ERBIL, Kurdistan Region— 9 July 2016 – RUDAW – The Warsaw Summit of the North Atlantic Treaty Organization (NATO) ended on Saturday with commitments to the war against the Islamic State through extending the military alliance’s training of Iraqi forces and providing airborne surveillance to the US-led coalition fighting ISIS in Iraq and Syria, while NATO allies Germany and Turkey met on the sidelines to try to patch up their fractured relationship.

“The global threat of terrorism knows no border, nationality, or religion,” reads the Warsaw Summit Communiqué issued by the military alliance on the conclusion of its two-day summit. “We are ready to do more to counter this threat, including by helping our partners provide for their own security, defend against terrorism, and build resilience against attack.”

NATO committed to providing in-country training of Iraqi forces in an extension of its current program running in Jordan, where the military alliance began training 350 Iraqi officers in April 2016.

While voicing their support for Baghdad, the military alliance stressed the importance of national unity in the country in order to ultimately defeat terrorism.

“The participation of all Iraqis through national reconciliation and inclusive governance is crucial,” reads the Communiqué, “and we therefore encourage the Iraqi authorities to continue to implement policies to bridge ethnic, sectarian, and religious divisions, and ensure inclusive representation in all governmental institutions, and to develop the country’s security forces.”
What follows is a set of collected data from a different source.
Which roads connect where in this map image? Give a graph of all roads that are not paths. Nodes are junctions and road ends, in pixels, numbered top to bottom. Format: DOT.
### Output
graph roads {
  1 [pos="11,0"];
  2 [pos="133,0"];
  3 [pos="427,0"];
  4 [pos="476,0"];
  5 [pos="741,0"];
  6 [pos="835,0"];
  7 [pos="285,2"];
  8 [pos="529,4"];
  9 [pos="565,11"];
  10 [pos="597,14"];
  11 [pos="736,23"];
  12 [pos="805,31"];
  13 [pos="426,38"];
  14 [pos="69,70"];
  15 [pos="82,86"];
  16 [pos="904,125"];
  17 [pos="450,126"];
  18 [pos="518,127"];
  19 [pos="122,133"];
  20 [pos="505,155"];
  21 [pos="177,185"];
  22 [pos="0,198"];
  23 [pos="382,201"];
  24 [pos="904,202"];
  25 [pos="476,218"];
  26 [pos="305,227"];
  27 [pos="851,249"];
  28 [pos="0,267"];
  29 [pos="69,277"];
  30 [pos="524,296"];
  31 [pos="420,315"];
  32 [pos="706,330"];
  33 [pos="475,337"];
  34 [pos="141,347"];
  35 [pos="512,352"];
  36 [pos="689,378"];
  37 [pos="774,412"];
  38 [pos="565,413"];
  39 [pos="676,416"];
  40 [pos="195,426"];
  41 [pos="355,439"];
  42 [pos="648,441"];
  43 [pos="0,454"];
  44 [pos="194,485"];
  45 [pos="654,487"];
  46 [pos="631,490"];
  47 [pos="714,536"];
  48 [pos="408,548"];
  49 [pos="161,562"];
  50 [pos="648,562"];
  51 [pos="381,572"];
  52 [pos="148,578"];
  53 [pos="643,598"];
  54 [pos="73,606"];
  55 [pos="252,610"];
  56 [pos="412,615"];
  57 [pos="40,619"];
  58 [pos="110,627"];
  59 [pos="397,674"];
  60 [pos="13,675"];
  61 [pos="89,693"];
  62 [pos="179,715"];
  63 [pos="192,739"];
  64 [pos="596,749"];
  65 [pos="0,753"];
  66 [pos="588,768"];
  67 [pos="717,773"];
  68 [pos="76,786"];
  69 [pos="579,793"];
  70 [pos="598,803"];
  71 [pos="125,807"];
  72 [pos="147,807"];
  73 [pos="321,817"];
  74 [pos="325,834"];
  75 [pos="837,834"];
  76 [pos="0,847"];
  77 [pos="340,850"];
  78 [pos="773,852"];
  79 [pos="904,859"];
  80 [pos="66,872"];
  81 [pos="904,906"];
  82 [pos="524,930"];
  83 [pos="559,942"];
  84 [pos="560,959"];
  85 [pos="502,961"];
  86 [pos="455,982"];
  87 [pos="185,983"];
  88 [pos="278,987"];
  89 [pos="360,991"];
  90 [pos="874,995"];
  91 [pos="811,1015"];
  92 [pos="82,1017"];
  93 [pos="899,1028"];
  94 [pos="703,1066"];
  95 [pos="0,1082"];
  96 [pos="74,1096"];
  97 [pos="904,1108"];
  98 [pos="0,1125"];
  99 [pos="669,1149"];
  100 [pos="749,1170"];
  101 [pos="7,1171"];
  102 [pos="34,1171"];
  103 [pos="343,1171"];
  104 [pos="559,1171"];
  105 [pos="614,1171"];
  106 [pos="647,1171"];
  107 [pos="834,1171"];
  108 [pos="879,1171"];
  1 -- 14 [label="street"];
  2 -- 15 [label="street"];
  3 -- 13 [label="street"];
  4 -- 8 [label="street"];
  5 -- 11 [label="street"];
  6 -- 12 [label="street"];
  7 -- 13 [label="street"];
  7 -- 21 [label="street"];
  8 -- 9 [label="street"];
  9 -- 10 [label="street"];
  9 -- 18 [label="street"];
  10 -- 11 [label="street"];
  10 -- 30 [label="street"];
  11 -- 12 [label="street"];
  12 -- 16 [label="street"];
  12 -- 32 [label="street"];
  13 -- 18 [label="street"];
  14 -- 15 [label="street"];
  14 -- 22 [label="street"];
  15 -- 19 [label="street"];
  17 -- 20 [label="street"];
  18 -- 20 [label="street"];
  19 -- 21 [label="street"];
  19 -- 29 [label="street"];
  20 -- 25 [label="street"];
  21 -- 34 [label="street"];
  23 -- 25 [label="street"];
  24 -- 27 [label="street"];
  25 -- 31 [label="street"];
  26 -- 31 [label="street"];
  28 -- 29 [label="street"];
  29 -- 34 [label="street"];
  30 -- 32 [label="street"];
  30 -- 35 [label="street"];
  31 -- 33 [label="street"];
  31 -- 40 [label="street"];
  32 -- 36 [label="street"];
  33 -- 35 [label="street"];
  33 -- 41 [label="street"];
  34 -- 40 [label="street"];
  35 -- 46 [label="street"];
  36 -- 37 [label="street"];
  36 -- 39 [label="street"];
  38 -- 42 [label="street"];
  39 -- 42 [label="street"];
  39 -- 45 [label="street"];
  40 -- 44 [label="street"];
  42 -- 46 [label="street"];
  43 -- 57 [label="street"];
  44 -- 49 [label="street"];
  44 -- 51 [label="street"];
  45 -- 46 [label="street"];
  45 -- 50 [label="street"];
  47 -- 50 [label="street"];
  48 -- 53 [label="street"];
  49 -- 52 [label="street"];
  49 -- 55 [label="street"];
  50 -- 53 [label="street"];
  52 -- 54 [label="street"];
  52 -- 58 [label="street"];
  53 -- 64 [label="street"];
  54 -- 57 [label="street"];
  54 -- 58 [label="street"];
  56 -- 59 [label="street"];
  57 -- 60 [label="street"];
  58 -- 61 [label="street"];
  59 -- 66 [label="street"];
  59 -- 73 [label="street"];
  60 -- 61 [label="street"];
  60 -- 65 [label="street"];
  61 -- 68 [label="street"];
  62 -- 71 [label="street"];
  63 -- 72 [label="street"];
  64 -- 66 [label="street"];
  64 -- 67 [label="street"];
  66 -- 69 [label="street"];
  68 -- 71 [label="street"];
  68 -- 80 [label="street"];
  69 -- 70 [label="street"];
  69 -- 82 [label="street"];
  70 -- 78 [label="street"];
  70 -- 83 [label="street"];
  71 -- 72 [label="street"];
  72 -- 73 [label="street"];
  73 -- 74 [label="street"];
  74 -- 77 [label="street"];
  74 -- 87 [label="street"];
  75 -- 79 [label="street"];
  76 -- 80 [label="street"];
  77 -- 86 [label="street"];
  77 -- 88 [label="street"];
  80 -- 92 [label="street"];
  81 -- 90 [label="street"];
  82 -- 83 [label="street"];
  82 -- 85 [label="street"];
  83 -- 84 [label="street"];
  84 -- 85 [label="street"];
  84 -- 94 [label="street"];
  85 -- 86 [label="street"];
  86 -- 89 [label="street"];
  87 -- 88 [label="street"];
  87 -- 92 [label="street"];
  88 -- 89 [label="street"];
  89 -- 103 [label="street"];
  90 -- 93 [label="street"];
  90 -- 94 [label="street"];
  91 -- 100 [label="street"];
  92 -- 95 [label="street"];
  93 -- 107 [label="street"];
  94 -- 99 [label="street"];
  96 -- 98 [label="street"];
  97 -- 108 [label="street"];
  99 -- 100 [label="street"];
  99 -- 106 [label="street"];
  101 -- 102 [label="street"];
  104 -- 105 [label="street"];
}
NATO aims to have the training program up and running by January 2017.

The military alliance also committed NATO AWACS [Airborne Warning and Control System] surveillance planes to the US-led global coalition fighting the Islamic State, with a planned start date in the fall.
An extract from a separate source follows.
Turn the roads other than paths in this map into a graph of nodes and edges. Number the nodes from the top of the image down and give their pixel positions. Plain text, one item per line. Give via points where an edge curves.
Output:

But the 28-nation group warned that decisive defeat of ISIS in Syria will only be possible “with a legitimate government in place,” and called for “an immediate and genuine political transition in this country.”

While the alliance confirmed their contribution to the international coalition fighting ISIS, it stressed that the contribution “does not make NATO a member of this coalition.”
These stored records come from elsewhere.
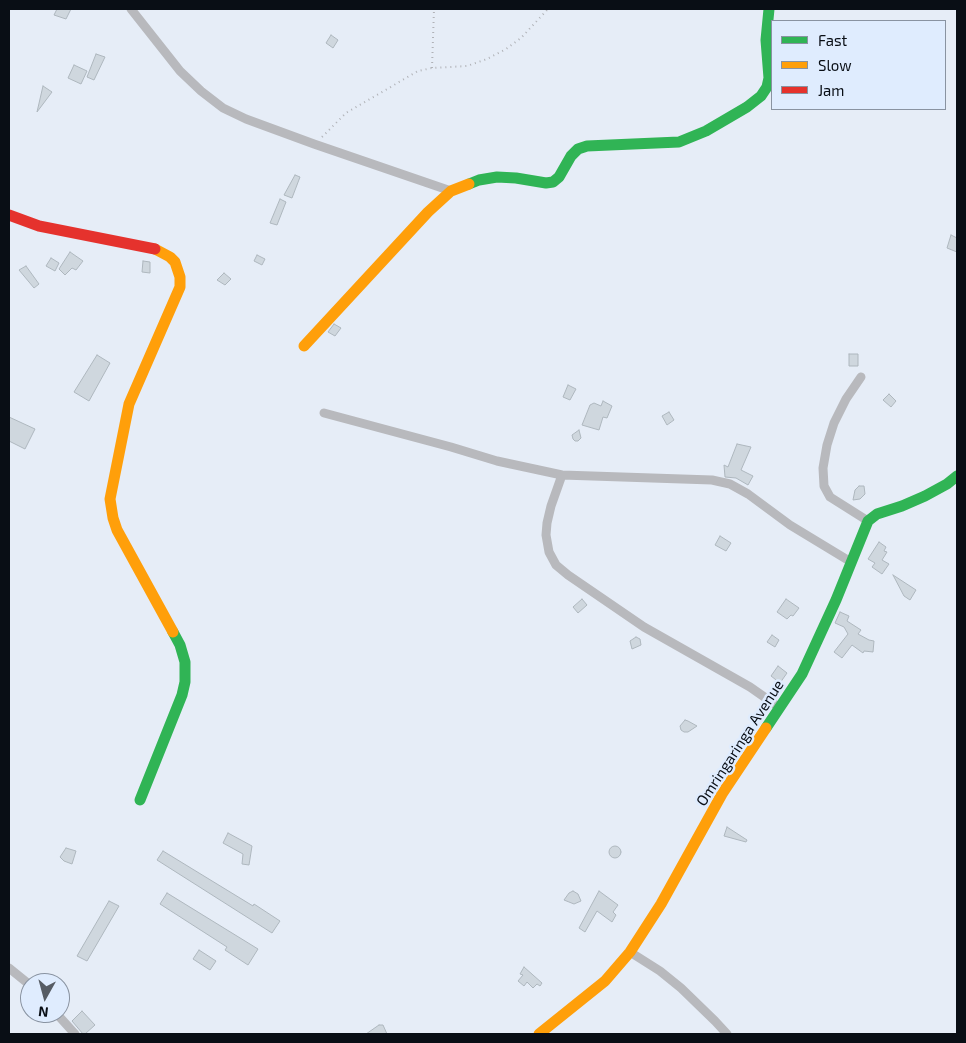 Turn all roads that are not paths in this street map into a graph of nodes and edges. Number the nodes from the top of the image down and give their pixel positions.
1 (131, 9) edge
2 (769, 9) edge
3 (451, 191) junction
4 (9, 215) edge
5 (304, 346) dead end
6 (861, 377) dead end
7 (324, 413) dead end
8 (562, 475) junction
9 (957, 476) edge
10 (868, 521) junction
11 (851, 562) junction
12 (780, 708) junction
13 (140, 800) dead end
14 (630, 952) junction
15 (9, 968) edge
16 (20, 977) edge
17 (65, 1023) edge
18 (75, 1034) edge
19 (538, 1034) edge
20 (727, 1034) edge

1 - 3 street
2 - 3 street
3 - 5 street
4 - 13 street
6 - 10 street
7 - 8 street
8 - 11 street
8 - 12 street
9 - 10 street
10 - 11 street, Omringaringa Avenue
11 - 12 street, Omringaringa Avenue
12 - 14 street, Omringaringa Avenue
14 - 19 street, Omringaringa Avenue
14 - 20 street
15 - 16 street
17 - 18 street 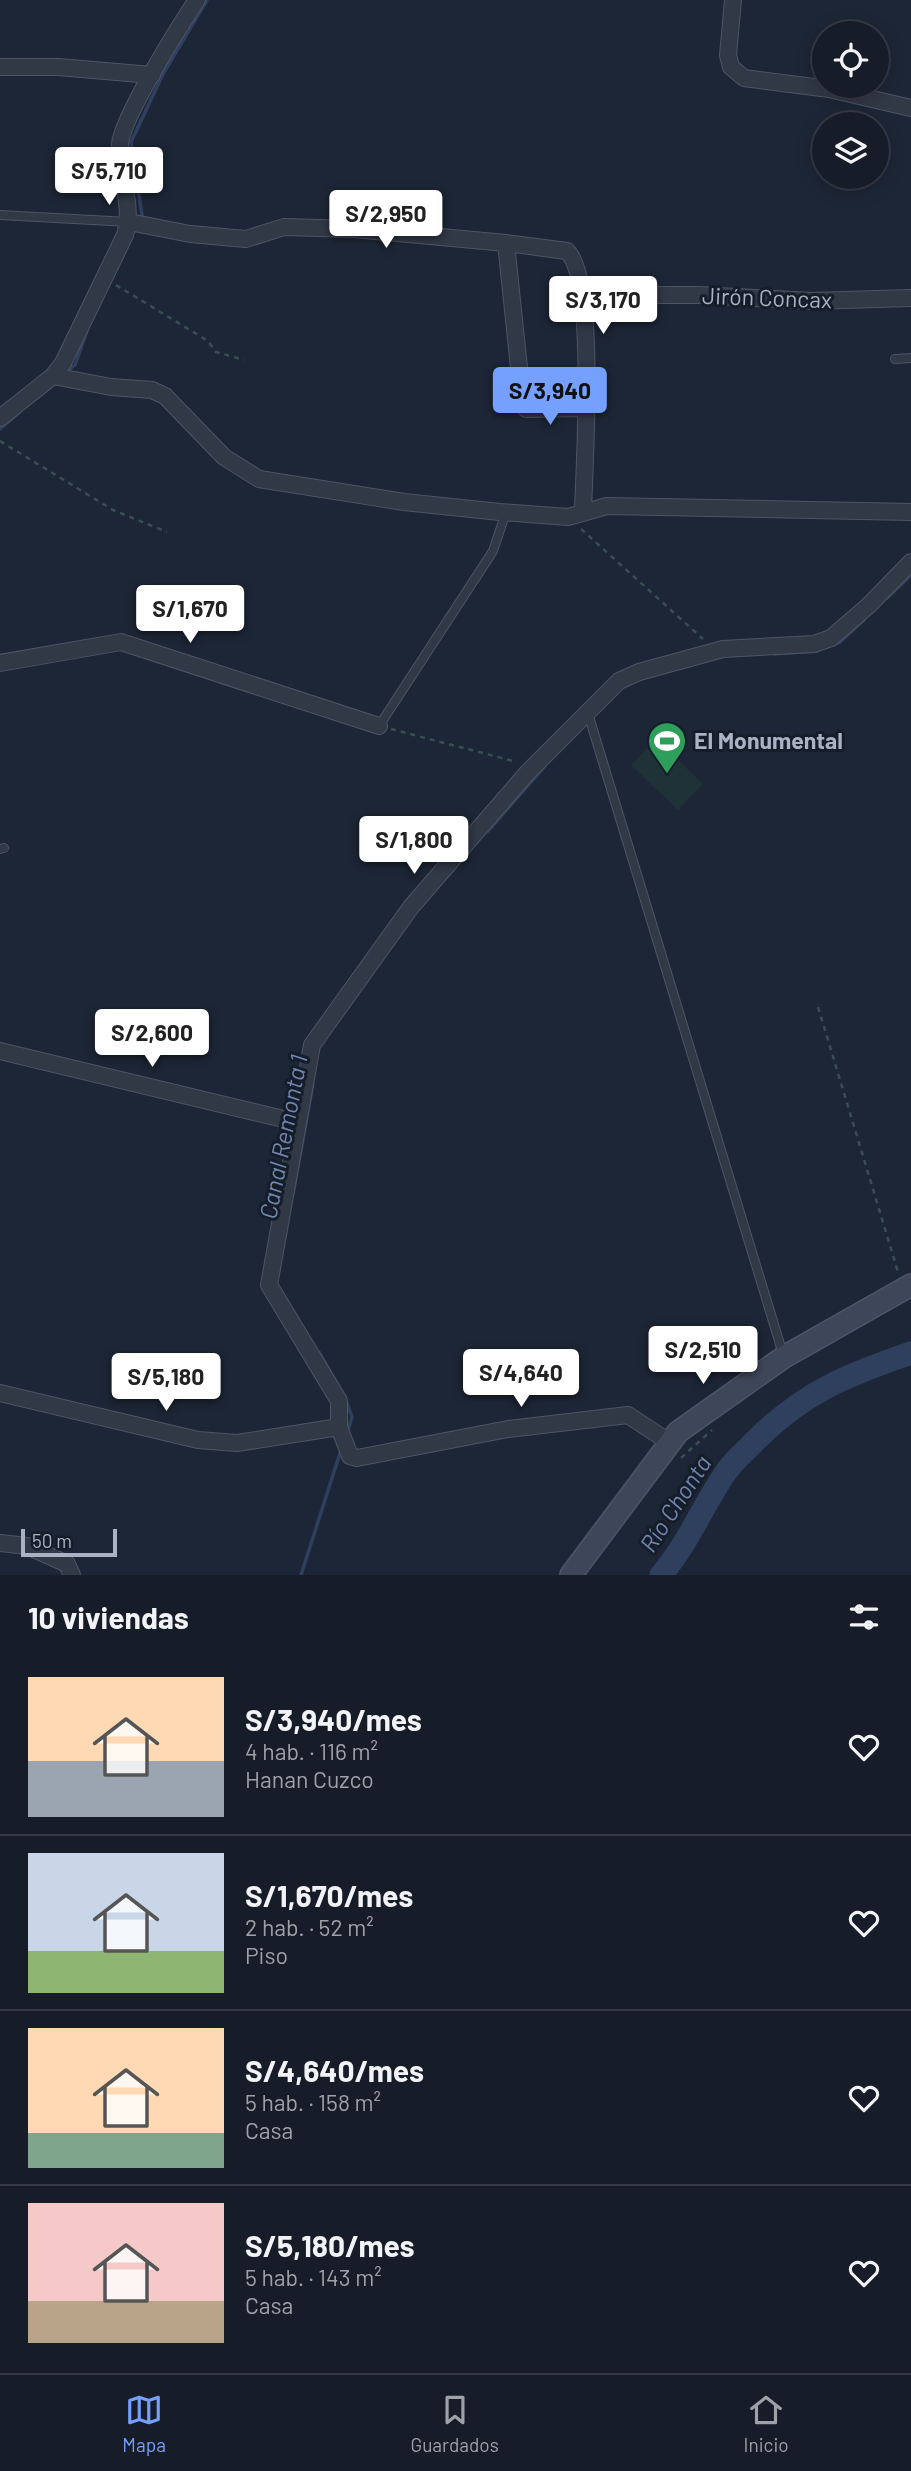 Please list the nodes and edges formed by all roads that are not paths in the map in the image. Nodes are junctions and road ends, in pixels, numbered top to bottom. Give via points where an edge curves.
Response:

On the sidelines of the summit on Saturday, German Chancellor Angela Merkel met with Turkish President Recep Tayyip Erdogan, their first meeting since the German parliament voted to recognize the Armenian massacre under the Ottoman Empire as genocide. Ties between the two nations have been strained since the German parliament’s resolution on June 2.

Ankara withdrew its ambassador to Berlin and denied German parliamentarians access to its Incirlik airbase where 250 German soldiers are stationed as part of the nation’s contribution to the war against ISIS.

“The atmosphere was constructive,” Merkel told reporters after the meeting. “The differences don’t just disappear through such a discussion, but I believe it was important that we talked them through.”

Germany is keen to keep on good terms with Turkey in order preserve the European Union’s deal with Turkey to stop the flow of migrants crossing the Aegean Sea and landing on Europe’s shores.